Publicado 04 de Agosto de 2015 - 5h30

Os passageiros que utilizam a Rodoviária de Campinas, o Terminal Ramos de Azevedo, para viagens interestaduais começaram a pagar mais caro pela taxa de embarque no dia 1 de julho. O valor da tarifa passou de R$ 4,43 para R$ 4,77, aumento de 7,6%. Apesar de estar valendo desde o começo do mês, o reajuste só foi publicado no Diário Oficial do Município na sexta-feira, último dia do mês. O aumento desagradou os passageiros. Para eles, o serviço oferecido no local não justifica o valor da tarifa. A Socicam, que administra o terminal através da Concessionária do Terminal Rodoviário de Campinas (CTRC), informou que o reajuste é definido pela Agência Nacional de Transportes Terrestres (ANTT).

A aposentada Dael Dezoti Borogliato, de 69 anos, afirmou que aumentar a tarifa, com a situação econômica atual, é abusivo. “A rodoviária de Campinas tem vários problemas que não justificam este aumento”, disse. A diarista Eliane Cássia Alcântara, de 31 anos, sentiu o aumento da taxa de embarque e também das passagens quando foi comprar sua viagem a Minas Gerais. “Vai ficar mais difícil viajar agora.” O músico Isaías Cruz, de 50 anos, disse que a rodoviária poderia melhorar os caixas eletrônicos e aumentar a disponibilidade de táxis que aceitem cartão de débito e crédito. “Quando chego à noite, muitas vezes não consigo tirar dinheiro porque os caixas estão quebrados. E a maioria dos táxis não aceita cartão.”

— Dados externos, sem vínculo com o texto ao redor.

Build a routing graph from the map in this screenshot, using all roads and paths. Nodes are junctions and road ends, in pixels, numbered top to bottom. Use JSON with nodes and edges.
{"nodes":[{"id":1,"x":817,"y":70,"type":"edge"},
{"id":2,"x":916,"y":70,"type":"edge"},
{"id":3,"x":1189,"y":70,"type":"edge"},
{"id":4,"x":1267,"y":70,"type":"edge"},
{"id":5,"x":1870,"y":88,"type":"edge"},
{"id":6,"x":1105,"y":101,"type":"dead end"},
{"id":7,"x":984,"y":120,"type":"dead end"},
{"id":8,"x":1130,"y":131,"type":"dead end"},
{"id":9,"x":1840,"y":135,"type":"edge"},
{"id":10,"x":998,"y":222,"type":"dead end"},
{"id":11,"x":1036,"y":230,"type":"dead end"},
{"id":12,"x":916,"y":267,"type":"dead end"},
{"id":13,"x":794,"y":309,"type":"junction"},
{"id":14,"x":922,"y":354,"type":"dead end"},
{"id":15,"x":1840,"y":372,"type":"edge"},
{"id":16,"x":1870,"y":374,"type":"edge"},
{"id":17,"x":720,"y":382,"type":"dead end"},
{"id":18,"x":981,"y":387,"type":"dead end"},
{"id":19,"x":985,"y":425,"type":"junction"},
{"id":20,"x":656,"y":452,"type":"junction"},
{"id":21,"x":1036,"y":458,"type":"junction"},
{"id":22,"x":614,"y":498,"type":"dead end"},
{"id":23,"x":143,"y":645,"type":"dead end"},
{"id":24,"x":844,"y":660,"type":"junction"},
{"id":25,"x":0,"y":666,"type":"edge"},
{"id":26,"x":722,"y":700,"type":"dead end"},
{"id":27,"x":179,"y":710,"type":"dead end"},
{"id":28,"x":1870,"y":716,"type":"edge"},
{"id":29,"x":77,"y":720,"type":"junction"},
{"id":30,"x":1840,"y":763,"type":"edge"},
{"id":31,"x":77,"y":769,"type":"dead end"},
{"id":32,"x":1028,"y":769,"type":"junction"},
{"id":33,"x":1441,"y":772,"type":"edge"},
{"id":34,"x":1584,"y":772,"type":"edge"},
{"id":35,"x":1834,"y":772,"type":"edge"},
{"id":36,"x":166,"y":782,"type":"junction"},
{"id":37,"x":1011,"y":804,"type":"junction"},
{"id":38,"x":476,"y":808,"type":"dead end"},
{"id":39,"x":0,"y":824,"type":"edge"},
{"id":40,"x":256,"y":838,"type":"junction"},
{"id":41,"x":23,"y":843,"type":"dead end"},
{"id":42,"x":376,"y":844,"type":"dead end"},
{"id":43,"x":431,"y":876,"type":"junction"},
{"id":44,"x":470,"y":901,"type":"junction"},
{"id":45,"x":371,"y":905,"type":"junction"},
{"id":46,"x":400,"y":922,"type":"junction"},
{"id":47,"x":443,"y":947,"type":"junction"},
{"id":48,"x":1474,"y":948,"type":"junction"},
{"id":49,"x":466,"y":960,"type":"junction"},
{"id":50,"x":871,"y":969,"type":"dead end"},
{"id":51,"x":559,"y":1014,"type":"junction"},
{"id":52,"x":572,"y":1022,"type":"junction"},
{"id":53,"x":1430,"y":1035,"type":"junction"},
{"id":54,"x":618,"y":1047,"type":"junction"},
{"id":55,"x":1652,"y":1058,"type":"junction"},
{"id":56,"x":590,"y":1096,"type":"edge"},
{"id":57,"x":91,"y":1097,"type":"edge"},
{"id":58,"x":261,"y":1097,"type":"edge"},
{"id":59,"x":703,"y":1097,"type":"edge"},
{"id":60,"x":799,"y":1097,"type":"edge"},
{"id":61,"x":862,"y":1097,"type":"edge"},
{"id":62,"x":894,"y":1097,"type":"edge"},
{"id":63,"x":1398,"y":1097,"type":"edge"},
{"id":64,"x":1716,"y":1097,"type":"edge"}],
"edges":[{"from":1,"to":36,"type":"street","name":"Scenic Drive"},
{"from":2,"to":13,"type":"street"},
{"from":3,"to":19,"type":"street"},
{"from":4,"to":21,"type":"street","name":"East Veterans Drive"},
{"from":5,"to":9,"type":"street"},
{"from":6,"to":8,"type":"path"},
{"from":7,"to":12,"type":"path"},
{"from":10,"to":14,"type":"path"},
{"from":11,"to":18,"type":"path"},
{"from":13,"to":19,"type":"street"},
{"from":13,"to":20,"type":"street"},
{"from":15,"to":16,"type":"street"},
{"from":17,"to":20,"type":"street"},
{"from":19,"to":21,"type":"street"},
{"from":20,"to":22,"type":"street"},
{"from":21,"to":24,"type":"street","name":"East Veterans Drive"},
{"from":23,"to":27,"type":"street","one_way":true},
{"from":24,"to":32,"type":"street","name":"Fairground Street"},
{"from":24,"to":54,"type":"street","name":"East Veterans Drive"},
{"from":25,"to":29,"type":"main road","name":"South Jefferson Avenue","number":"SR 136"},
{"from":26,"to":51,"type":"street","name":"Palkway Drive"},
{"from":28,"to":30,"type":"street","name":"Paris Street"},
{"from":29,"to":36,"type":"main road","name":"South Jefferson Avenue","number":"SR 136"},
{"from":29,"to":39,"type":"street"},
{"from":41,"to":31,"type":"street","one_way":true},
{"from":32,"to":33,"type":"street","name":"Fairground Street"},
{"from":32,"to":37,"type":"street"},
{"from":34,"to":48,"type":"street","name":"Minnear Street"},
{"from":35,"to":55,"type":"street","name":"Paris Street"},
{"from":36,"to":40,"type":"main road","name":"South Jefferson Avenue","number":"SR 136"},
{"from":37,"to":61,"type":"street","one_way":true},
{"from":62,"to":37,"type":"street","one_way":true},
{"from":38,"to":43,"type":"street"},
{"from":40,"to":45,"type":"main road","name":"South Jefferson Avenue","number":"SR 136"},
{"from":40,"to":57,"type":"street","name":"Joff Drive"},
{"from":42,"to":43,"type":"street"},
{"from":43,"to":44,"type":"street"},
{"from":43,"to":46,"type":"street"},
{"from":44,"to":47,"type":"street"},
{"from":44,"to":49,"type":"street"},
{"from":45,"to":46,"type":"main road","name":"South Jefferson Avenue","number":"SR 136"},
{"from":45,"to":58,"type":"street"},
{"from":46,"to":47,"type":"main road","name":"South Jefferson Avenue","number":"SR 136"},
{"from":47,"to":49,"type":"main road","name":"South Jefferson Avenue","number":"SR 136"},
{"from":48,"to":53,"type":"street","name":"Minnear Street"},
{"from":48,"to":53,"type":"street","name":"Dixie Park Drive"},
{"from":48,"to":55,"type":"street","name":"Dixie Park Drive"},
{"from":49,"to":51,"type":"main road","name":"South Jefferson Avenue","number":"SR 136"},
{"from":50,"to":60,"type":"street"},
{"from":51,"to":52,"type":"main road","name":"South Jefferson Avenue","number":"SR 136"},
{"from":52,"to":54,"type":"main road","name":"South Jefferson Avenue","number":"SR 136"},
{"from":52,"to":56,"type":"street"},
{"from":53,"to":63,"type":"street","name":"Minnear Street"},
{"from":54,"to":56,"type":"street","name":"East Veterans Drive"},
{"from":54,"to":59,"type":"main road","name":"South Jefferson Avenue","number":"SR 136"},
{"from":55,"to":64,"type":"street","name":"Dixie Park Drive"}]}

Desde setembro do ano passado, o Correio publica matérias relatando os problemas recorrentes na rodoviária. Apenas as escadas rolantes quebraram três vezes neste ano. Em abril, uma deles ficou uma semana sem funcionar. As falhas levaram a Prefeitura a abrir um processo administrativo para penalizar a administração da rodoviária por descaso na administração, no dia 18 de maio. A Socicam entregou a defesa e a Empresa Municipal de Desenvolvimento de Campinas (Emdec) já analisou o documento. A Emdec deu parecer à Secretaria de Assuntos Jurídicos sobre os argumentos apresentados no último dia 20, e a Pasta decidirá se irá aplicar ou não a penalidade. O conteúdo da defesa não foi divulgado e a Emdec não informou qual foi seu parecer.

A rodoviária de Campinas recebe cerca de 10 mil passageiros por dia e foi terceirizada. A obra foi bancada pela CTRC que, como contrapartida, ficou encarregada de administrar o local por 30 anos. A principal fonte de receita da concessionária é a taxa de embarque, que custa hoje R$ 4,77. Em um cálculo simples, a empresa receberia R$ 47,7 mil por dia só com as taxas pagas pelos passageiros, o que daria cerca de R$ 1,4 milhão por mês. Além disso, a concessionária recebe pelos aluguéis das lojas e pela cobrança do estacionamento.